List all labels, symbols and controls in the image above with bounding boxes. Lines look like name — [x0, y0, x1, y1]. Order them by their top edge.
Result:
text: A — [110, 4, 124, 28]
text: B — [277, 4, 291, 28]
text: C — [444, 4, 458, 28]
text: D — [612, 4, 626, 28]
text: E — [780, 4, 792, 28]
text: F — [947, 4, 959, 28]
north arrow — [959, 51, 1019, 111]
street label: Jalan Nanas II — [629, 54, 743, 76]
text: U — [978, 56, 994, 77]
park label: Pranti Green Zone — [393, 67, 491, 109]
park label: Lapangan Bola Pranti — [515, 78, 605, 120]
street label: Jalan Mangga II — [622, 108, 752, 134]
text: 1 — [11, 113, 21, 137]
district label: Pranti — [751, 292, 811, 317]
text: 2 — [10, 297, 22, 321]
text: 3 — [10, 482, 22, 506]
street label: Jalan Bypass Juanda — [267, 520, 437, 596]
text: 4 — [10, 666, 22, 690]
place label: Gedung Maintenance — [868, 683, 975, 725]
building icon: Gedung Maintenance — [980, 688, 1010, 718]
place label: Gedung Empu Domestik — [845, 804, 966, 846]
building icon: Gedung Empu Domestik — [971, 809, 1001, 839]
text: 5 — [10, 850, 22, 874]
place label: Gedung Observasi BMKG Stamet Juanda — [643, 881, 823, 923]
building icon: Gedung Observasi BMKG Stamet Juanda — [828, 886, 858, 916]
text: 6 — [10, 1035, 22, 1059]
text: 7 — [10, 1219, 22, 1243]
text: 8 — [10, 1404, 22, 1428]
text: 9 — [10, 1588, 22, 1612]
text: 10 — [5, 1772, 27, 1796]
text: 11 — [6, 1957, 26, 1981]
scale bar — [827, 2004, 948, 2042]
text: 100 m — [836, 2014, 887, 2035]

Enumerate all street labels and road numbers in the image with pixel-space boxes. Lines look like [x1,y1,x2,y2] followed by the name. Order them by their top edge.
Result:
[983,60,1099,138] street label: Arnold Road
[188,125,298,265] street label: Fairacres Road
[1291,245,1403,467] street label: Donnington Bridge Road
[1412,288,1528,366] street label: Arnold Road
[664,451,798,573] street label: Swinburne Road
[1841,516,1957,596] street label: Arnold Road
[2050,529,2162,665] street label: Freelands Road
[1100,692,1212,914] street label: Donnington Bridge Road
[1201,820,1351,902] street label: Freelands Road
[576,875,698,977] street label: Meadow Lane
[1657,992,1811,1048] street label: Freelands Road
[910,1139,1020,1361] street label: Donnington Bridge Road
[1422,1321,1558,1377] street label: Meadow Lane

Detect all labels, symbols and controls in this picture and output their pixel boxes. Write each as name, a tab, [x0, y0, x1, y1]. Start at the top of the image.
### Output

▶ [TASK TO CARRY OUT] Print out the whole listing, with every line exactly as it appears.

▶ [WRITTEN RESPONSE]
List all labels, symbols and controls in the image above with bounding boxes. Lines look like name — [x0, y0, x1, y1]. Order them by their top edge.
Result:
text: A — [110, 4, 124, 28]
text: B — [277, 4, 291, 28]
text: C — [444, 4, 458, 28]
text: D — [612, 4, 626, 28]
text: E — [780, 4, 792, 28]
text: F — [947, 4, 959, 28]
north arrow — [959, 51, 1019, 111]
street label: Jalan Nanas II — [629, 54, 743, 76]
text: U — [978, 56, 994, 77]
park label: Pranti Green Zone — [393, 67, 491, 109]
park label: Lapangan Bola Pranti — [515, 78, 605, 120]
street label: Jalan Mangga II — [622, 108, 752, 134]
text: 1 — [11, 113, 21, 137]
district label: Pranti — [751, 292, 811, 317]
text: 2 — [10, 297, 22, 321]
text: 3 — [10, 482, 22, 506]
street label: Jalan Bypass Juanda — [267, 520, 437, 596]
text: 4 — [10, 666, 22, 690]
place label: Gedung Maintenance — [868, 683, 975, 725]
building icon: Gedung Maintenance — [980, 688, 1010, 718]
place label: Gedung Empu Domestik — [845, 804, 966, 846]
building icon: Gedung Empu Domestik — [971, 809, 1001, 839]
text: 5 — [10, 850, 22, 874]
place label: Gedung Observasi BMKG Stamet Juanda — [643, 881, 823, 923]
building icon: Gedung Observasi BMKG Stamet Juanda — [828, 886, 858, 916]
text: 6 — [10, 1035, 22, 1059]
text: 7 — [10, 1219, 22, 1243]
text: 8 — [10, 1404, 22, 1428]
text: 9 — [10, 1588, 22, 1612]
text: 10 — [5, 1772, 27, 1796]
text: 11 — [6, 1957, 26, 1981]
scale bar — [827, 2004, 948, 2042]
text: 100 m — [836, 2014, 887, 2035]

Enumerate all street labels and road numbers in the image with pixel-space boxes. Lines look like [x1,y1,x2,y2] followed by the name. Order them by their top edge.
Result:
[983,60,1099,138] street label: Arnold Road
[188,125,298,265] street label: Fairacres Road
[1291,245,1403,467] street label: Donnington Bridge Road
[1412,288,1528,366] street label: Arnold Road
[664,451,798,573] street label: Swinburne Road
[1841,516,1957,596] street label: Arnold Road
[2050,529,2162,665] street label: Freelands Road
[1100,692,1212,914] street label: Donnington Bridge Road
[1201,820,1351,902] street label: Freelands Road
[576,875,698,977] street label: Meadow Lane
[1657,992,1811,1048] street label: Freelands Road
[910,1139,1020,1361] street label: Donnington Bridge Road
[1422,1321,1558,1377] street label: Meadow Lane

Detect all labels, symbols and controls in this picture and output their pixel boxes. Write each as name, a tab, [x0, y0, x1, y1]. Start at the top of the image.
### Output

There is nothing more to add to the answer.